The Dow Jones industrial average has clawed back from the worst of last month’s sell-off. Now two Dow stocks are poised to race ahead of the recovery, says one prominent technician.
“In a rally that has primarily been defined by tech leading, I think it’s about time we start to look for some of the laggards,” Chris Verrone, head of technical analysis at Strategas Research Partners, told CNBC’s “Trading Nation” on Friday.
Goldman, the second most expensive Dow stock on a nominal basis, suffered its worst losses in more than a year in February and hit the year’s lows as broader markets sold off. It has rebounded since then to hit new all-time highs on Monday.
“It is challenging the very important $275 level,” Verrone said about the price swings. “We think it breaks out here. And we think ultimately you’re looking at a leadership stock in the making as we move through 2018.”
Separately, the brokerage firm announced Monday that co-chief operating officer Harvey Schwartz will step down in April, making way for current president David Solomon to likely assume CEO Lloyd Blankfein’s role when he eventually retires.
Verrone’s self-described “controversial” pick, General Electric, is the worst performer this year and over the past 12 months. The industrial giant lost 12.7 percent in February, while the Dow lost 4 percent over that time.
GE shares are the worst-performing Dow stock last year. The company has been mired in constant management changes and recently cut its dividend.

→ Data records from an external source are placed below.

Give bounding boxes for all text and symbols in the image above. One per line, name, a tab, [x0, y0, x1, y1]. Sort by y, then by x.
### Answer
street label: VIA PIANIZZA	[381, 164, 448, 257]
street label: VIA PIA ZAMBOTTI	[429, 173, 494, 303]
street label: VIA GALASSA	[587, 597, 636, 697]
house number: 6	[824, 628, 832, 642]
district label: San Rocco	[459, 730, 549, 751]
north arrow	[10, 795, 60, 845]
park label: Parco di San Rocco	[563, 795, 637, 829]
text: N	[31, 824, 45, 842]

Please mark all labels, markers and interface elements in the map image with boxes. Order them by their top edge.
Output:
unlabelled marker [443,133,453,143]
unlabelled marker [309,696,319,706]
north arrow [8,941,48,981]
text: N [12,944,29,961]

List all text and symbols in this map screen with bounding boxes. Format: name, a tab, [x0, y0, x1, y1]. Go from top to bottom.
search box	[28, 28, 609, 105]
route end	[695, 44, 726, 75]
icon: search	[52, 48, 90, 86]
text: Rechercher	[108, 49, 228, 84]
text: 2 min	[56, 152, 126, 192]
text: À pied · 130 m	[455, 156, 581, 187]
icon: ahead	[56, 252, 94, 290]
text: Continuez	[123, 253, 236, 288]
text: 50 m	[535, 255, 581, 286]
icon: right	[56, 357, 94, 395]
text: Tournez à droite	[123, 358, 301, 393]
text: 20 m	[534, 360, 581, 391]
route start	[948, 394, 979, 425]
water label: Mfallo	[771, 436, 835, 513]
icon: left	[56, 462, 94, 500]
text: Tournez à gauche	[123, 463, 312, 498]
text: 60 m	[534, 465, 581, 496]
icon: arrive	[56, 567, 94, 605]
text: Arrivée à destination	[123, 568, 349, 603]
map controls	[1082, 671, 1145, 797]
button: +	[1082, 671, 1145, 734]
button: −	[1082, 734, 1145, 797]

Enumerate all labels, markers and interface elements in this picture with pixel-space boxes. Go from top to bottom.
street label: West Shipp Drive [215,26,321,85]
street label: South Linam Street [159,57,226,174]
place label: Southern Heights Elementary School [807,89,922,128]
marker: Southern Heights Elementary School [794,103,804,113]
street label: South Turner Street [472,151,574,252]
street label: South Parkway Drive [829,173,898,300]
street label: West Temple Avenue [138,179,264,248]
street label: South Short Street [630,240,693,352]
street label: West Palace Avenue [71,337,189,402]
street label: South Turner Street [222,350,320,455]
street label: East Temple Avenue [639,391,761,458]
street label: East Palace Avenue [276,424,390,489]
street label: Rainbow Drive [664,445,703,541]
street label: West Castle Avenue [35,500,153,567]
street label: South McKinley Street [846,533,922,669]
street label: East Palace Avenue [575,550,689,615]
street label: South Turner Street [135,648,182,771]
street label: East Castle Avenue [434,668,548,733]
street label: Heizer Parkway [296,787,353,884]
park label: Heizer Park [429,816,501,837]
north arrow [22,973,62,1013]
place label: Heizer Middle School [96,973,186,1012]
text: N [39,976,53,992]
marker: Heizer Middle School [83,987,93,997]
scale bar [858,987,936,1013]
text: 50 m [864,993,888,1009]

Verrone, however, expresses optimism that GE has hit its bottom.
“We have to be open to the idea that this one is starting to put in some type of a low in that $14, $14.50 area,” he said. “What’s interesting to us is how the analysts have thrown in the towel. We think sentiment is bad enough where you start to look for some opportunity here.”
Analysts are predominantly neutral to negative on GE stock. Few firms have a buy rating on the shares, while prominent brokerages such as Deutsche Bank and Oppenheimer have a sell rating.
Chad Morganlander, portfolio manager at Washington Crossing Advisors, shares the street’s wariness over GE’s future performance. In an appearance on “Trading Nation,” Morganlander listed his concerns — a debt-laden balance sheet, the possibility of a split and the reality that its energy business will likely be sold at a significant discount.
“When it comes to GE, we’re quite, let’s just say, neutral on the company to be kind,” said Morganlander.
Despite a preponderance of negative news, GE is the best Dow performer in March.